**What to do:** Your answer consists of the lines in the data that contain "Trail". Copy each of them.

**Data to examine:**
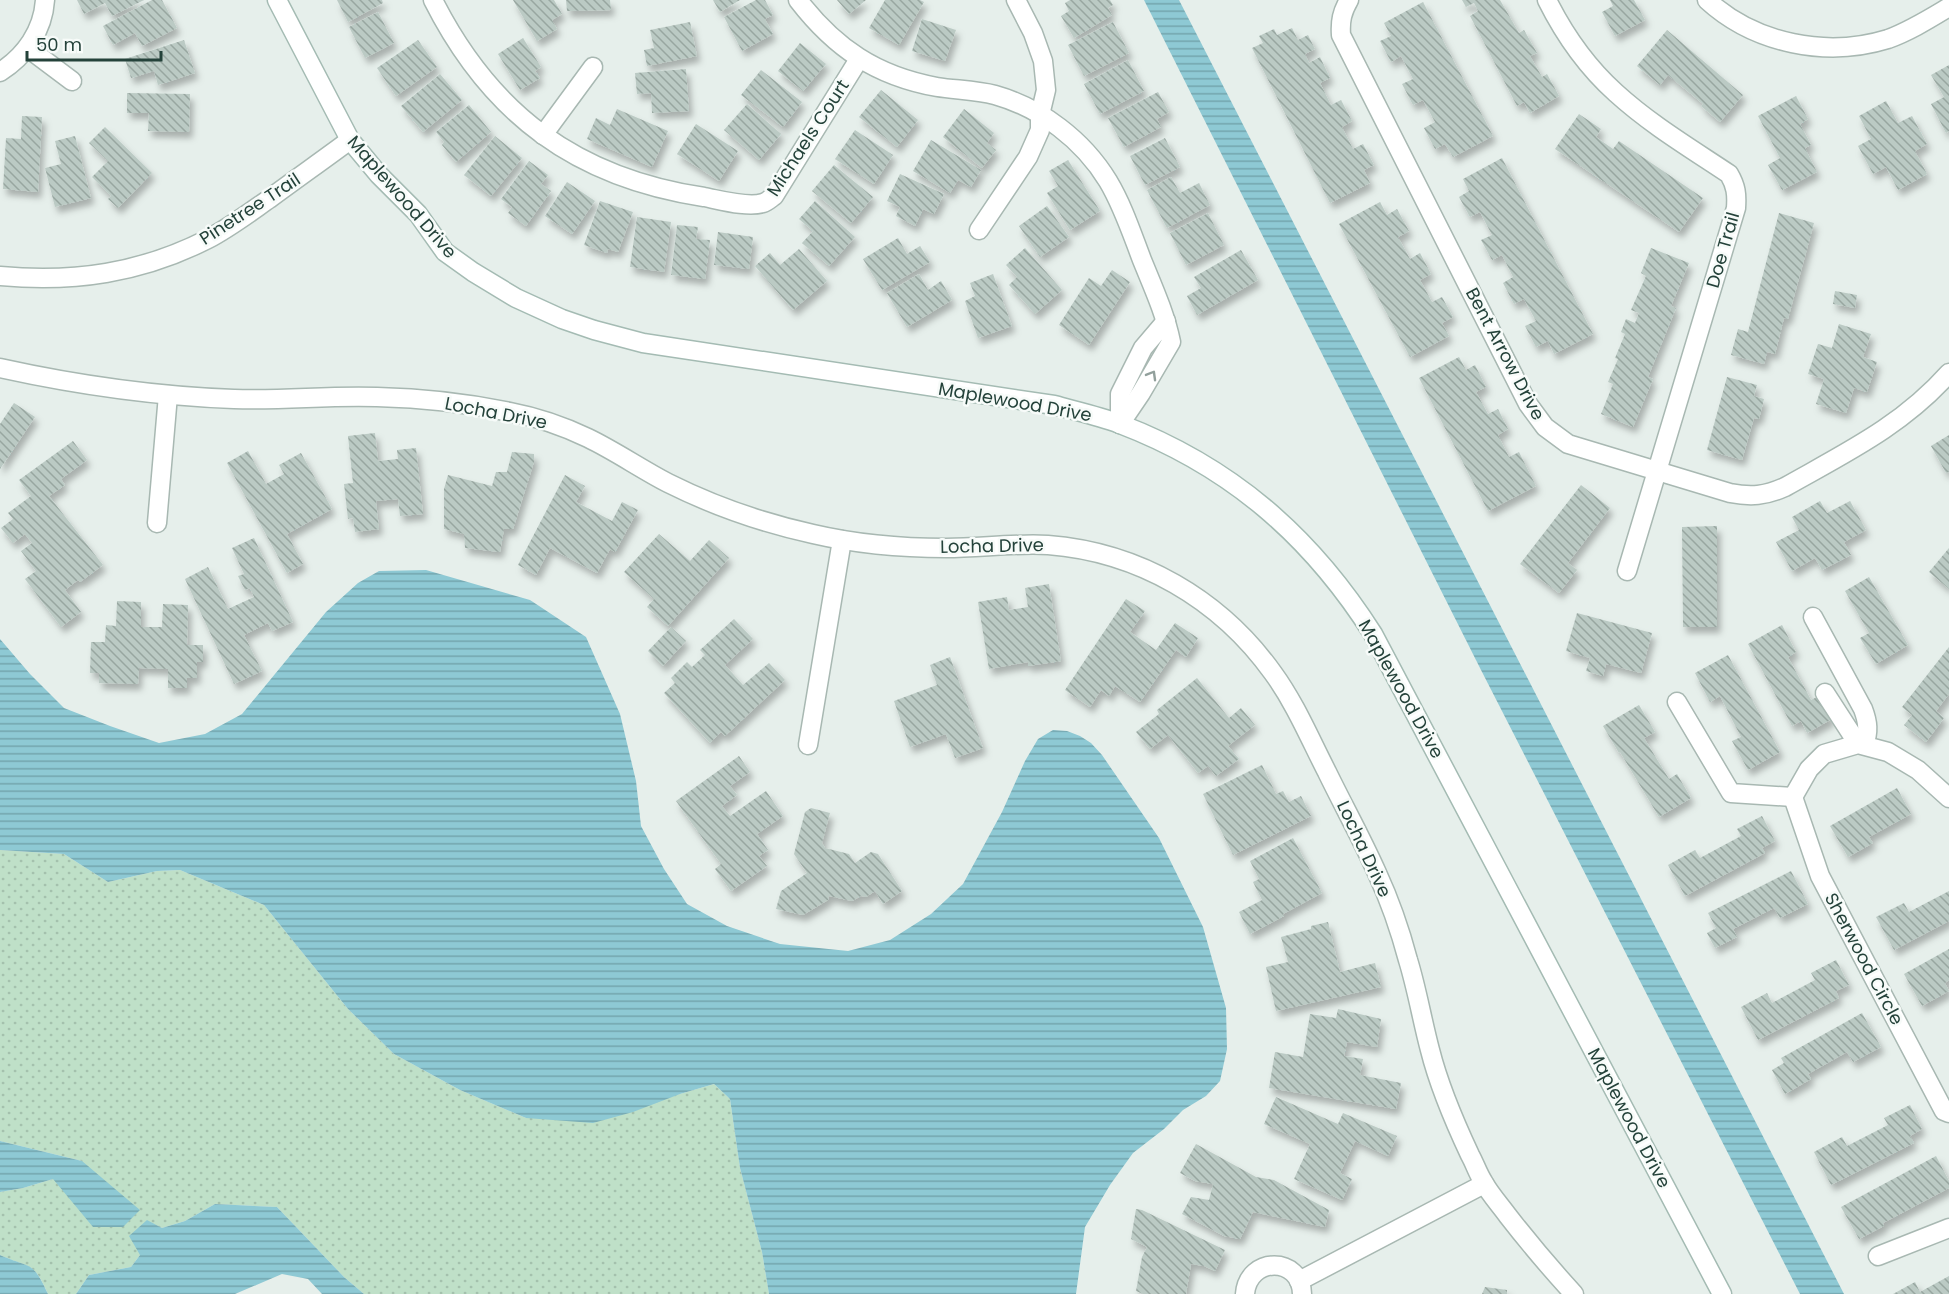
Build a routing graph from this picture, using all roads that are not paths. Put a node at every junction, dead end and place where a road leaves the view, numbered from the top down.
1 (45, 0) edge
2 (277, 0) edge
3 (433, 0) edge
4 (798, 0) edge
5 (1016, 0) edge
6 (1349, 0) edge
7 (1547, 0) edge
8 (1707, 0) edge
9 (1949, 7) edge
10 (28, 48) junction
11 (859, 59) junction
12 (593, 67) dead end
13 (0, 72) edge
14 (72, 81) dead end
15 (1040, 115) junction
16 (543, 135) junction
17 (350, 140) junction
18 (979, 230) dead end
19 (0, 276) edge
20 (0, 368) edge
21 (1949, 373) edge
22 (168, 395) junction
23 (1120, 424) junction
24 (1656, 472) junction
25 (157, 523) dead end
26 (842, 540) junction
27 (1626, 571) dead end
28 (1813, 617) dead end
29 (1824, 693) dead end
30 (1677, 702) dead end
31 (808, 745) dead end
32 (1861, 745) junction
33 (1793, 797) junction
34 (1949, 798) edge
35 (1949, 1113) edge
36 (1484, 1184) junction
37 (1949, 1228) edge
38 (1878, 1256) dead end
39 (1301, 1288) edge
40 (1245, 1294) edge
41 (1574, 1294) edge
42 (1722, 1294) edge

1 - 10 street
2 - 17 street, Maplewood Drive
3 - 16 street, Michaels Court
4 - 11 street
5 - 15 street
6 - 24 street, Bent Arrow Drive
7 - 24 street, Doe Trail
8 - 9 street
10 - 13 street
10 - 14 street
11 - 15 street
11 - 16 street, Michaels Court
12 - 16 street
15 - 18 street
15 - 23 street
17 - 19 street, Pinetree Trail
17 - 23 street, Maplewood Drive
20 - 22 street, Locha Drive
21 - 24 street, Bent Arrow Drive
22 - 25 street
22 - 26 street, Locha Drive
23 - 42 street, Maplewood Drive
24 - 27 street, Doe Trail
26 - 31 street
26 - 36 street, Locha Drive
28 - 32 street
29 - 32 street
30 - 33 street
32 - 33 street
32 - 34 street
33 - 35 street, Sherwood Circle
36 - 39 street
36 - 41 street, Locha Drive
37 - 38 street
39 - 40 street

**Expected answer:**
7 - 24 street, Doe Trail
17 - 19 street, Pinetree Trail
24 - 27 street, Doe Trail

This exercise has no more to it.